Nvidia a récemment annoncé qu'elle construirait et lancerait cette année 35 supercalculateurs de calcul haute performance (HPC) pour l'intelligence artificielle dans toute l'Europe, ce que la société qualifie de plus grande expansion d'infrastructure d'IA sur un an dans l'histoire de l'Europe. Ces systèmes ont été officiellement dévoilés lors de la conférence ISC High Performance 2026 et seront déployés dans un certain nombre de centres nationaux de calcul intensif, d'usines d'IA et d'instituts de recherche scientifique, fournissant des ressources informatiques avancées à plus de trois millions de chercheurs scientifiques. Le fondateur et PDG de NVIDIA, Jensen Huang, a déclaré : « L'IA est un nouvel outil scientifique, et l'Europe construit une infrastructure pour mettre cet outil entre les mains de millions de chercheurs. »

Selon les rapports, ces nouveaux systèmes sont basés sur les dernières architectures Blackwell et Hopper de NVIDIA et se concentreront sur le soutien aux travaux de formation et de simulation de modèles dans des domaines de recherche scientifique clés tels que la science du climat, la santé médicale, l'énergie propre et l'informatique quantique.

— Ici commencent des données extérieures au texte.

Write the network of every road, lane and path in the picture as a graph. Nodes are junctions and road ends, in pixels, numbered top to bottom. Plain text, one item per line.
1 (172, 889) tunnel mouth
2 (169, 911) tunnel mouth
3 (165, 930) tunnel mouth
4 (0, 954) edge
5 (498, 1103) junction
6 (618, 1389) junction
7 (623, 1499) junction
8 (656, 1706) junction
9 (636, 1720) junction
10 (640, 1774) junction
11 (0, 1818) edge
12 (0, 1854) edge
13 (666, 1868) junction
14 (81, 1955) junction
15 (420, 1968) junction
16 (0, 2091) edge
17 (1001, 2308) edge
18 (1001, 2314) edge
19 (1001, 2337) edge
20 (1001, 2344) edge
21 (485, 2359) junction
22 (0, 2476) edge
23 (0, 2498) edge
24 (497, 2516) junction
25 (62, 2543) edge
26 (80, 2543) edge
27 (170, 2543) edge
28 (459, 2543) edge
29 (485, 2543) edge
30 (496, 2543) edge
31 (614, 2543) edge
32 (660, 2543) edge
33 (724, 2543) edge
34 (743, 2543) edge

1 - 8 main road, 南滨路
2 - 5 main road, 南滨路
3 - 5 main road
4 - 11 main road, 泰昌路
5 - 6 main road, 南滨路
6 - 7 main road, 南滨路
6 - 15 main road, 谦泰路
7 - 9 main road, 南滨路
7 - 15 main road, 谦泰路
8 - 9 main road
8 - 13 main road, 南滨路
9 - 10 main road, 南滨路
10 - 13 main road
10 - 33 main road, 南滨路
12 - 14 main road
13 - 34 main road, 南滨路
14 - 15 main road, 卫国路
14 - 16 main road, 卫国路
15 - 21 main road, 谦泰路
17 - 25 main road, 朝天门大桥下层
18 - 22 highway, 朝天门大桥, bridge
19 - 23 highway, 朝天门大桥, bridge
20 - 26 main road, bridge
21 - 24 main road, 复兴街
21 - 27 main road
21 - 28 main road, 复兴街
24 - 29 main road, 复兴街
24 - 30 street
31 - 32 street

Parmi les projets clés annoncés figurent le plan de mise à niveau de l'IA MareNostrum 5 du Barcelona Supercomputing Center (BSC) en Espagne, la plateforme Blue Swan de BavariaAI en Allemagne, le projet d'usine d'IA IT4LIA en Italie, le projet HammerHAI en Allemagne et la Mimer AI Factory en Suède.
En Espagne, le Barcelona Supercomputing Center prévoit d'apporter une mise à niveau à grande échelle de la puissance de calcul de l'IA à MareNostrum 5 en introduisant les systèmes NVIDIA GB300 NVL72 et GB200 NVL4. Le centre estime qu'une fois la mise à niveau terminée, le système peut fournir jusqu'à environ 20 EFLOPS de performances d'entraînement de l'IA et 33 EFLOPS de performances de raisonnement de l'IA, offrant ainsi des capacités de simulation plus précises et plus efficaces pour les projets de recherche scientifique à grande échelle dans les domaines de la modélisation climatique, de la biotechnologie, des systèmes énergétiques et d'autres domaines.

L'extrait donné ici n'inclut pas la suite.